Tony Parker (TP) – Il faut trouver une nouvelle passion. Lorsqu’un sportif a fait la même chose pendant 20 ou 30 ans, dans le meilleur des cas, prendre sa retraite peut faire peur. C’est même vertigineux parfois. Certains sportifs sont proches de la dépression, car ils se demandent ce qu’ils vont pouvoir faire ensuite. Le plus important, c’est vraiment de trouver une autre passion pour ne pas avoir l’impression de travailler. Ensuite, il faut se lancer à fond dans ce nouveau projet, ne pas compter ses heures. Il faut également savoir être humble, car c’est un nouveau départ, il faut tout reprendre à zéro. Quand on arrive dans le monde de l’entreprise, les équipes oublient ou se fichent de qui nous sommes, de ce que nous avons fait avant dans le milieu sportif. Ils veulent savoir ce que nous allons apporter au monde du business. C’est difficile pour certains athlètes, car parfois ils ont gagné beaucoup d’argent en travaillant seulement quelques heures par jour. Là, il faut se lever à 6 heures, finir à 22 heures. C’est beaucoup de travail !

Vous parlez de dépression… Que pensez-vous de la libération de la parole autour de la santé mentale ?

TP – Je trouve que c’est bien d’en parler. C’était très, très tabou avant. Dans le sport, les gens nous prenaient pour des machines. Nous n’avions pas le droit d’avoir de sentiments. Le fait que des athlètes en parlent, comme Simone Biles, j’ai vu son documentaire il y a quelques jours sur Netflix, je trouve ça très bien. Cela permet de faire comprendre aux gens que nous sommes des athlètes en journée, certes, mais que le soir, quand nous rentrons chez nous, nous redevenons des humains avec des émotions, des moments de vulnérabilité. Il faut accepter que nous pouvons perdre nos moyens par moment, puis les retrouver ensuite. Il peut y avoir des hauts et des bas, comme dans une carrière d’entrepreneur.

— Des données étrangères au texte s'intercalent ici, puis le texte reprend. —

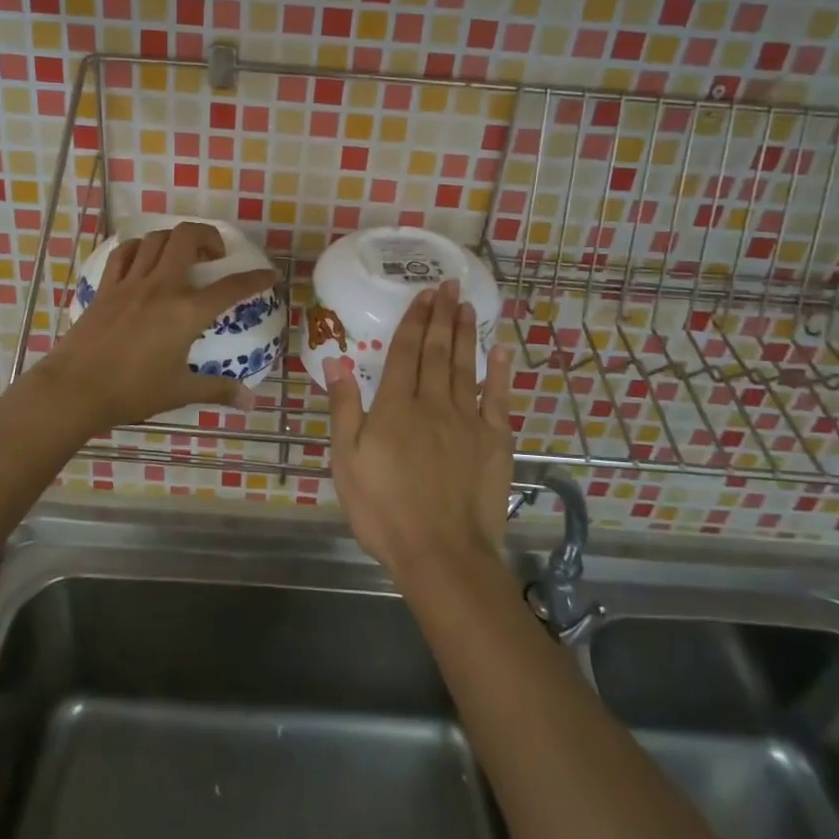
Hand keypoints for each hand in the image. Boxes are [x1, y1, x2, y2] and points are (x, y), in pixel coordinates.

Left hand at [41, 221, 278, 432]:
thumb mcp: (180, 392)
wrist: (75, 389)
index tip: (270, 274)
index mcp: (186, 312)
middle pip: (188, 237)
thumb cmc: (132, 391)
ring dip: (175, 239)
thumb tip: (249, 401)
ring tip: (182, 255)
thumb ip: (217, 390)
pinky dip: (139, 248)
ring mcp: (131, 282)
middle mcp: (162, 286)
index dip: (255, 278)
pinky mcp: (106, 287)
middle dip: (209, 236)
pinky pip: (125, 253)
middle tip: (216, 255)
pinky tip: (144, 258)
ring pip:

Comment transformer les moments difficiles en force ?

TP – Les moments difficiles permettent d’aller puiser dans nos ressources, de voir comment nous réagissons face à certains évènements. Ils nous montrent notre faculté à gérer les obstacles, à voir si nous sommes capables de réussir ou pas. Les mauvais moments nous permettent d’apprendre beaucoup plus que les bons moments. Pas seulement pour son activité professionnelle, mais aussi sur les personnes qui nous entourent. C’est là qu’on voit qui sont les vrais amis, qui est là pour nous. Les moments difficiles permettent la naissance de grands moments dans le futur. C’est donc important de bien les gérer et de ne pas abandonner. Cela m’est arrivé de faire de mauvais investissements. Mais j’ai appris de mes erreurs et identifié comment faire mieux la prochaine fois. Il faut savoir rester positif, car même si nous ne comprenons pas tout de suite pourquoi c’est arrivé, nous le comprendrons mieux plus tard. Quand de mauvaises choses arrivent, je me dis que j’en tirerai forcément quelque chose de positif tôt ou tard.

Qu’est-ce qui est positif aujourd’hui dans votre carrière ?

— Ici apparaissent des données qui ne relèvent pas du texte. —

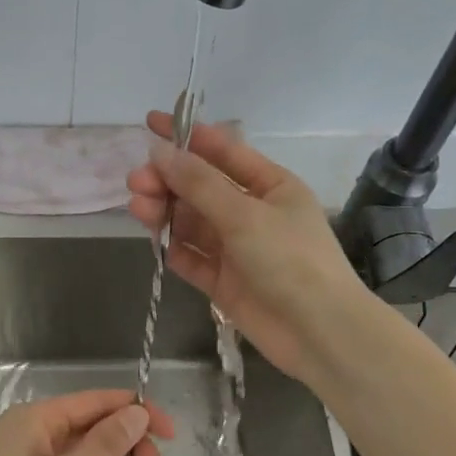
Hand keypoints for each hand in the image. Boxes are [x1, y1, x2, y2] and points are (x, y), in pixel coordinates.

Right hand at [127, 110, 368, 381]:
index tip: (150, 123)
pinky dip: (175, 250)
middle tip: (137, 183)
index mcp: (270, 185)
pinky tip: (158, 243)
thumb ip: (199, 184)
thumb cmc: (290, 260)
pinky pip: (193, 259)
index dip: (186, 136)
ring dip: (165, 214)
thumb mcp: (244, 214)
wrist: (319, 332)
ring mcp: (237, 249)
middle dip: (168, 181)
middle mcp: (252, 213)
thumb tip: (160, 151)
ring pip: (192, 223)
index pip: (222, 151)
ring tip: (138, 208)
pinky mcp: (224, 282)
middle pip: (201, 188)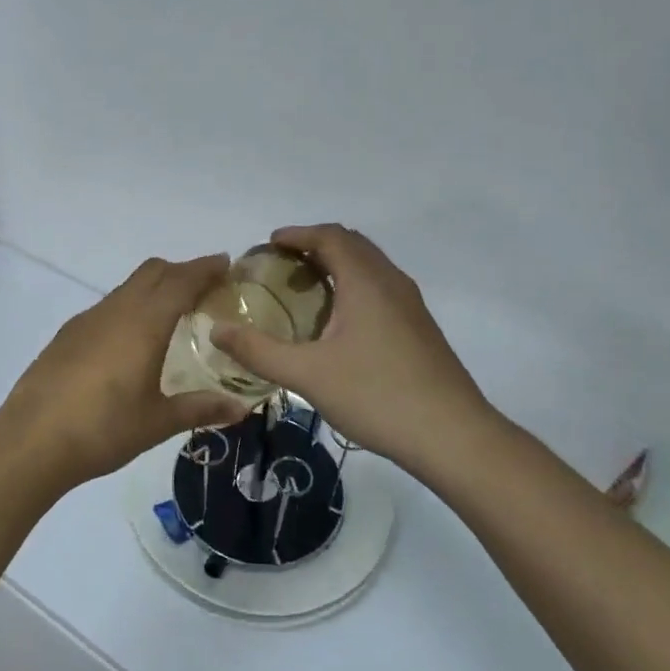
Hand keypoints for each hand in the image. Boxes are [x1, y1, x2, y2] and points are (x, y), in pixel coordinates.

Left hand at [0, 254, 249, 494]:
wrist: (32, 440)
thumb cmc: (103, 429)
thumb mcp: (158, 422)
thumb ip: (200, 409)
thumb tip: (240, 409)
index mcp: (144, 323)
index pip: (181, 281)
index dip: (205, 269)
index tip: (226, 264)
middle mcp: (116, 310)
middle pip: (153, 272)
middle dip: (181, 271)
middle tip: (205, 289)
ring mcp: (87, 320)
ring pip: (127, 288)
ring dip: (153, 289)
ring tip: (171, 315)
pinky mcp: (67, 335)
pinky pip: (107, 307)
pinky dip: (129, 307)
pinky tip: (130, 341)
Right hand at [211, 225, 503, 469]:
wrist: (453, 436)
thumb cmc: (377, 396)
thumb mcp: (307, 375)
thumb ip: (258, 351)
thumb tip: (216, 330)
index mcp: (366, 282)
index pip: (330, 236)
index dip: (297, 234)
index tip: (268, 244)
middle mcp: (392, 283)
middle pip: (352, 245)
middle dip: (316, 245)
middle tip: (283, 264)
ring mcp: (411, 306)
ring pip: (370, 267)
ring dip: (337, 265)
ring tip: (306, 289)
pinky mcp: (420, 329)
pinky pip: (380, 289)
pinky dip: (353, 286)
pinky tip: (338, 324)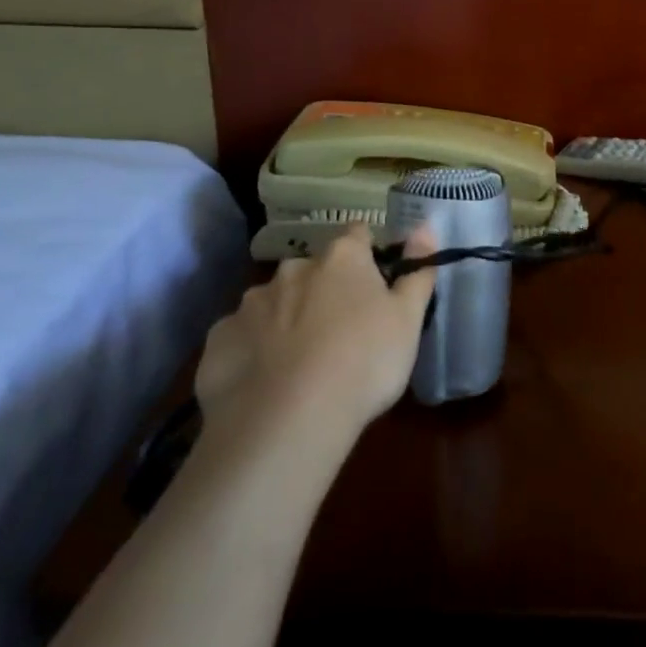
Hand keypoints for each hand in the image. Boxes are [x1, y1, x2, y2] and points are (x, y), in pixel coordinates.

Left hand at [194, 223, 437, 442]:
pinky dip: (253, 351)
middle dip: (323, 290)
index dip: (368, 255)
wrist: (288, 420)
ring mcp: (250, 303)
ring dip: (285, 319)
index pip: (358, 235)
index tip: (374, 284)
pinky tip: (263, 382)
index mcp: (342, 258)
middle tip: (338, 332)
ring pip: (274, 302)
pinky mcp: (219, 340)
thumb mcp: (408, 320)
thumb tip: (425, 226)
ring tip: (298, 363)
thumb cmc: (365, 361)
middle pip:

TP – C’est de bâtir au quotidien. Je suis animé par la transmission. Je veux avoir une bonne influence sur les autres, les inspirer. J’ai envie de donner à la prochaine génération, notamment à travers des projets qui ont de l’impact sur la société, l’environnement, et la jeunesse. J’ai commencé avec des clubs de basket masculin et féminin. J’ai contribué, par exemple, à tirer le sport féminin vers le haut en augmentant les salaires des joueuses, en leur donnant de la visibilité. J’ai fait plein de choses qui n’existaient pas avant.

Comment tissez-vous des liens solides avec les dirigeants ?

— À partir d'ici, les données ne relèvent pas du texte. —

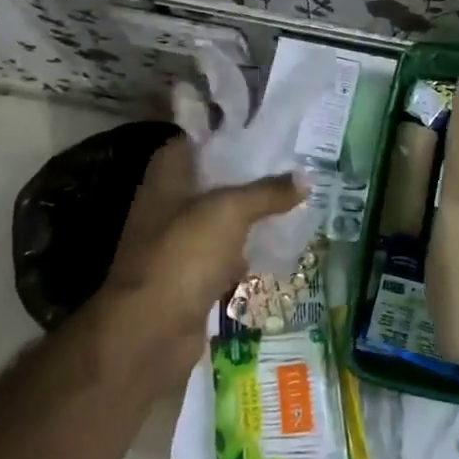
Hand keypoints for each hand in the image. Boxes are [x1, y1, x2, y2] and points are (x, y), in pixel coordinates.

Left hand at [91, 137, 306, 390]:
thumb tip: (307, 178)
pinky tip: (280, 241)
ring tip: (295, 195)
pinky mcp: (192, 274)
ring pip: (223, 216)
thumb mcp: (230, 211)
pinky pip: (226, 252)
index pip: (198, 139)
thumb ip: (268, 192)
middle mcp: (170, 203)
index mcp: (168, 176)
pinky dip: (248, 248)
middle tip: (294, 160)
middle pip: (214, 178)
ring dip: (252, 211)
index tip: (268, 127)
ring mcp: (179, 241)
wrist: (151, 332)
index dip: (230, 131)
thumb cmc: (184, 254)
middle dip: (251, 172)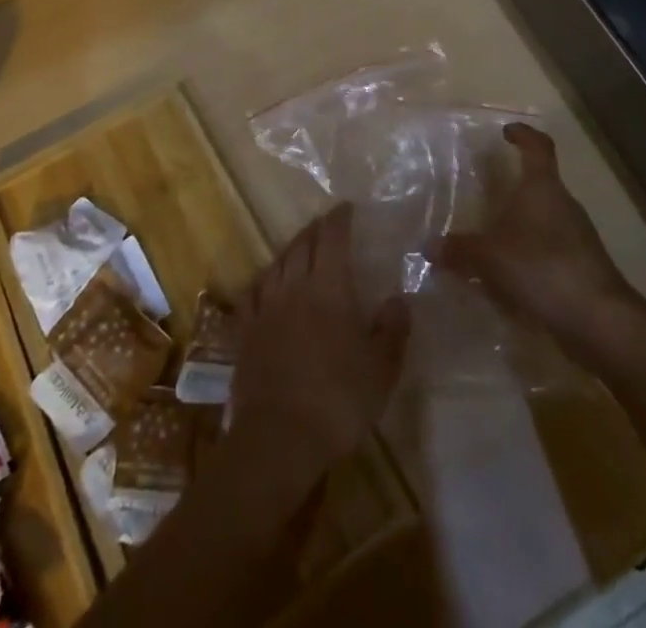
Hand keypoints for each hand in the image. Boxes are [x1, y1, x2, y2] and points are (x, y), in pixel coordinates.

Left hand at [228, 204, 409, 493]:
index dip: (339, 219)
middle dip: (316, 229)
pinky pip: (253, 292)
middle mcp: (294, 286)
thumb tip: (399, 299)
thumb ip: (393, 329)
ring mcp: (266, 307)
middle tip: (326, 224)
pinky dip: (264, 279)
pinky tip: (267, 283)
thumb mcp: (381, 369)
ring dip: (291, 249)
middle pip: (302, 244)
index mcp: (329, 287)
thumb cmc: (338, 400)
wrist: (279, 438)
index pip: (333, 238)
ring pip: (277, 263)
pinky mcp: (246, 331)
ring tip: (301, 248)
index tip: (347, 208)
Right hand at [436, 123, 636, 356]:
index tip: (507, 132)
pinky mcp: (581, 267)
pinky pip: (548, 250)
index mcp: (543, 188)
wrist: (600, 321)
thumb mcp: (491, 257)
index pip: (538, 146)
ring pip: (543, 219)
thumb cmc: (544, 268)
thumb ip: (459, 249)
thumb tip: (428, 245)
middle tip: (483, 194)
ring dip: (519, 225)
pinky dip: (528, 256)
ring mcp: (577, 237)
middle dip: (513, 188)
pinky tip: (507, 277)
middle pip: (539, 184)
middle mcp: (563, 205)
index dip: (523, 135)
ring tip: (489, 240)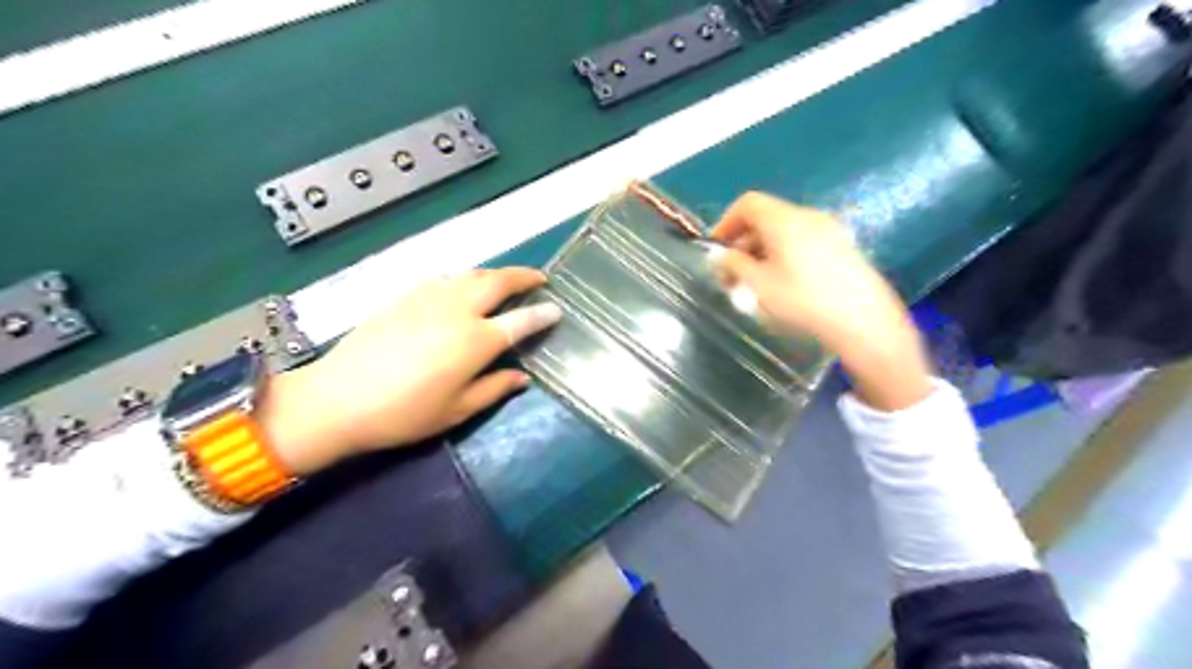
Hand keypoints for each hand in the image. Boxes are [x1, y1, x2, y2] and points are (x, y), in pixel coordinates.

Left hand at [253, 265, 559, 474]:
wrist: (337, 399)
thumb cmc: (404, 413)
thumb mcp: (457, 410)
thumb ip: (494, 388)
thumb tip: (522, 377)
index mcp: (476, 341)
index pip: (520, 320)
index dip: (542, 314)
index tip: (556, 309)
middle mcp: (457, 310)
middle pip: (497, 282)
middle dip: (523, 276)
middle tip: (538, 278)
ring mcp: (429, 298)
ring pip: (470, 274)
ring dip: (494, 274)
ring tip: (505, 281)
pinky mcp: (404, 296)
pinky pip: (444, 278)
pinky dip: (463, 278)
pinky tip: (462, 287)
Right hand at [707, 192, 929, 409]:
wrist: (863, 321)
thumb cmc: (803, 301)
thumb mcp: (758, 285)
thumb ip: (734, 265)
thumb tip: (721, 256)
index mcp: (785, 219)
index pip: (748, 203)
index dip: (726, 222)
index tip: (717, 249)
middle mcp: (808, 217)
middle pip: (767, 217)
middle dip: (743, 242)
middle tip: (732, 274)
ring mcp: (830, 231)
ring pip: (785, 232)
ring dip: (763, 252)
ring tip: (756, 284)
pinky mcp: (843, 249)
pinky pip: (804, 243)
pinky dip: (784, 256)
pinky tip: (785, 285)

TP – Les chefs d’entreprise apprécient nos profils, car le sport nous inculque de bonnes valeurs, une bonne éthique de travail, une grande discipline et de l’endurance. Nous avons la capacité d’encaisser beaucoup d’heures de travail. J’ai commencé très tôt à tisser des liens avec les dirigeants. J’ai rencontré Magic Johnson (ancien joueur de basket américain, ndlr) à seulement 24 ans. C’était ma référence sur comment réussir l’après-carrière sportive. Il m’avait conseillé de construire mon réseau professionnel pendant mon activité sportive parce qu’à ce moment-là nous faisons beaucoup de rencontres, tout le monde veut passer du temps avec nous. Il ne faut pas attendre de créer un beau carnet d’adresses au moment de la retraite. C’est presque trop tard. Les gens nous oublient très vite. Il faut donc créer du lien, car on ne peut rien faire seul. D’une manière générale, c’est mieux d’être entouré, de fédérer les autres. Au fil des années, des liens forts se tissent, en passant du temps avec les uns et les autres lors de déjeuners, de soirées. J’ai pris le temps de les écouter. Créer un lien de confiance prend du temps.

En ce sens, vous tenez à participer à la construction d’un écosystème d’anciens athlètes-entrepreneurs ?

TP – Exactement ! Je veux créer un écosystème à impact durable. C’est pour ça que j’ai pris part au programme « Athlete365 Business Accelerator » du CIO (Comité international olympique), dont Alibaba (plateforme internationale de e-commerce, ndlr) est partenaire. C’est important ce qu’ils mettent en place pour les sportifs de demain, que ce soit en termes de formations ou de financements. Quand je suis allé rencontrer les athlètes au village olympique hier (mardi 30 juillet 2024, ndlr), ils me parlaient davantage de mon business que de ma carrière sportive. C’est très positif ! Cela signifie qu’ils ont le réflexe de se projeter, de réfléchir à ce qu’ils vont faire à l’avenir.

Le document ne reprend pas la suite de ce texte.